Comment les habitants de Villanueva ont-ils accueilli l’arrivée des artistes ?

J’ai le sentiment que c’est un village ouvert et accueillant, même s’il y a sûrement des résistances et des méfiances, comme dans toutes les petites communautés. J’ai grandi dans un village où mes parents étaient considérés comme des “étrangers”, donc j’ai l’habitude d’être perçue comme “la nouvelle venue”. Pour ma part, je me suis intégrée à travers la salle de sport et, chaque jour, je fais la connaissance de plus d’habitants. J’ai eu d’excellentes expériences avec tous. De nombreux artistes sont ici depuis plus longtemps et ont initié des projets en collaboration avec la mairie. Les habitants de Villanueva del Rosario sont très actifs, ils organisent beaucoup d’événements sportifs, des fêtes populaires, etc., si bien que les activités liées à l’art contemporain sont devenus des événements supplémentaires.

 

Collectif Gu!atari
Collectif Gu!atari.

 

Málaga est un pôle culturel doté de grandes institutions comme le Centre Pompidou, le Musée Picasso, le CAC, mais elle subit également un fort processus de gentrification qui pousse certains habitants hors du centre-ville. Penses-tu qu’il existe un tissu culturel alternatif à ces institutions capable de résister à ce processus ? Cet “exode” vers Villanueva del Rosario est-il lié à une volonté de créer un réseau culturel communautaire ?

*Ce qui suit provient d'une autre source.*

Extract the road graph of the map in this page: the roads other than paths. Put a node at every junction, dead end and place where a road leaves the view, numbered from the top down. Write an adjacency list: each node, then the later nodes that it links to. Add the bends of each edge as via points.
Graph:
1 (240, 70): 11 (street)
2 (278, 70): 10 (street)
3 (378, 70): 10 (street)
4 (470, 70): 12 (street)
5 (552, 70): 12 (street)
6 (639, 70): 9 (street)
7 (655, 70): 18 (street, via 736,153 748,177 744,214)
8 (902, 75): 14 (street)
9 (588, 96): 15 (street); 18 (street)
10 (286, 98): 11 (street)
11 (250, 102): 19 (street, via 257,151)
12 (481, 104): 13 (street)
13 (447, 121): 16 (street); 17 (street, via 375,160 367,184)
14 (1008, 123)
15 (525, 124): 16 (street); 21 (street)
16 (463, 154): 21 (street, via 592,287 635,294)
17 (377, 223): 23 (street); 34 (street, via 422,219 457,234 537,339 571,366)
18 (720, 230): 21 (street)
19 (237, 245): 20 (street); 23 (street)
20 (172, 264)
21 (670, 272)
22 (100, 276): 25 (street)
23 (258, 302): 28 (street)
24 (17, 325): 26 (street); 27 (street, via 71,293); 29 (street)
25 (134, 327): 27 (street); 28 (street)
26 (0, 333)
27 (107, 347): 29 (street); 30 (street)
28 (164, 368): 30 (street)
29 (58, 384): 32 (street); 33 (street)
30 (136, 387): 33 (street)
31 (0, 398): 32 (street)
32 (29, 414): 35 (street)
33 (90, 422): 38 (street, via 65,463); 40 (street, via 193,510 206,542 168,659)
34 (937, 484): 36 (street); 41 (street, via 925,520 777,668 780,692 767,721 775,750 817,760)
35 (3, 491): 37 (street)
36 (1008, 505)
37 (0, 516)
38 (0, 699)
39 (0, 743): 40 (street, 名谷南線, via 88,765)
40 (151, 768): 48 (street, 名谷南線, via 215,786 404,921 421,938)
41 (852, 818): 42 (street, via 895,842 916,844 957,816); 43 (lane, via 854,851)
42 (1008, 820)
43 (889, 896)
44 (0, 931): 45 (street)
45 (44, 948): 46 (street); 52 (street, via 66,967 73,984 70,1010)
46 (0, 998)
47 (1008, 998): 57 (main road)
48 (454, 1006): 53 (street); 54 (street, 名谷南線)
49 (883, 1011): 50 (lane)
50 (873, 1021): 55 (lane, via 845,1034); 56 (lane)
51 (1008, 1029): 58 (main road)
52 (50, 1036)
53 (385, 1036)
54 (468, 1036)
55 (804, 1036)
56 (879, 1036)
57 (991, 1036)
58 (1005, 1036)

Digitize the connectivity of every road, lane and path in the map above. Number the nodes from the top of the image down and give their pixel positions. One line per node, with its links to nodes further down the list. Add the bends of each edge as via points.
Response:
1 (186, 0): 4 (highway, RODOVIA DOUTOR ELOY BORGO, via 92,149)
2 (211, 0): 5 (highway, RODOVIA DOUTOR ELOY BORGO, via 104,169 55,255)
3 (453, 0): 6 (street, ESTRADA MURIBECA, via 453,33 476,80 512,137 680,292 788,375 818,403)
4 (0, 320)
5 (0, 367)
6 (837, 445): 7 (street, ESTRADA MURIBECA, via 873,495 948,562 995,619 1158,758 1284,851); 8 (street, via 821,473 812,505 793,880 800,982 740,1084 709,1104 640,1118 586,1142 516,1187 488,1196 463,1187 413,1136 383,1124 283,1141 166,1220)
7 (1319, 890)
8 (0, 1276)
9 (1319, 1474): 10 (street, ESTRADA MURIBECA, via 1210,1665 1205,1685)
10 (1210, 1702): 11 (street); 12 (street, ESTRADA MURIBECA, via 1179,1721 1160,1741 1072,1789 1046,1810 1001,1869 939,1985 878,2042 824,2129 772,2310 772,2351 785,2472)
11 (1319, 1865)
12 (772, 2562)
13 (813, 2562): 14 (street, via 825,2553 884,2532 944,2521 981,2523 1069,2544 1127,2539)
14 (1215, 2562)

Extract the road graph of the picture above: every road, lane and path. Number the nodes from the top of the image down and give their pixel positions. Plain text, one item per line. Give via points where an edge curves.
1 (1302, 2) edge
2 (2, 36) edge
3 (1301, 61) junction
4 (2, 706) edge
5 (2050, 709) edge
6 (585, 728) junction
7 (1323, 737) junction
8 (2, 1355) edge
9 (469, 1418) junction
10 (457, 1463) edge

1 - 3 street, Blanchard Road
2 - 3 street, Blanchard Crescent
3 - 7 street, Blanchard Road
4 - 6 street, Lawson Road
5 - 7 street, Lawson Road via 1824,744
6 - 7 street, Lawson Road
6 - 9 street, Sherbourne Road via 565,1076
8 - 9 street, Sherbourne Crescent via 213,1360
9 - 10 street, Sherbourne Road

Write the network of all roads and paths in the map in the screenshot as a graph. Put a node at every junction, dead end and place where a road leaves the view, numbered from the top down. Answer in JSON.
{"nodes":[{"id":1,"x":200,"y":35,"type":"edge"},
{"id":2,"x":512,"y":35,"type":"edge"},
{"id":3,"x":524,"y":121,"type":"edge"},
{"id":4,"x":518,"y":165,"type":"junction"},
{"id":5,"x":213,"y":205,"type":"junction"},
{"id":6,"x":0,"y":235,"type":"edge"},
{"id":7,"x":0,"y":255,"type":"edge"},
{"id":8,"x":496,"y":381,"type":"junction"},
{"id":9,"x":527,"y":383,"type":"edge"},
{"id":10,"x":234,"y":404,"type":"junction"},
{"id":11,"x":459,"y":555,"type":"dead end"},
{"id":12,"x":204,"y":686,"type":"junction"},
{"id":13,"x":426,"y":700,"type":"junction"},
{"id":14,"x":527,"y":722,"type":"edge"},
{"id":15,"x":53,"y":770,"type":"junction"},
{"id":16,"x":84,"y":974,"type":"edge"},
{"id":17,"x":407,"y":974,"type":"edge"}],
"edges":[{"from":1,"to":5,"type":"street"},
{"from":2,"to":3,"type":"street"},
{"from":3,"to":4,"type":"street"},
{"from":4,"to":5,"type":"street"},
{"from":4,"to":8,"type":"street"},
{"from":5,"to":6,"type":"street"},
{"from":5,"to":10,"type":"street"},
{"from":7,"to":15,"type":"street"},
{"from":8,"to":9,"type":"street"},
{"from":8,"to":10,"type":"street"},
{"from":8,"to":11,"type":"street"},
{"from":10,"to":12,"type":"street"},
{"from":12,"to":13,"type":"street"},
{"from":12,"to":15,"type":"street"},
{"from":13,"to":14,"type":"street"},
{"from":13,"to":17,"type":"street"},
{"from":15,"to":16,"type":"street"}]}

Je dirais qu’il existe un tissu culturel alternatif à Málaga, bien que sa capacité de résistance soit limitée. Ce problème est avant tout socio-économique et politique, plutôt qu’artistique ou esthétique. L’“exode” vers Villanueva del Rosario est effectivement lié à une recherche de création d’un réseau, car il est plus facile de tisser des liens dans un milieu rural que dans un environnement urbain.

 

Dans l’ère digitale et globalisée, où la connexion est déjà garantie, les grandes villes peuvent perdre leur attirance en dépit d’une proximité physique et tangible avec ses semblables. La mise en valeur du «local» qu’on observe globalement, ne serait pas une réaction aux tensions des villes mais surtout une ouverture vers d’autres formats, notamment dans le monde de l’art. Ce qui explique le phénomène de Villanueva del Rosario!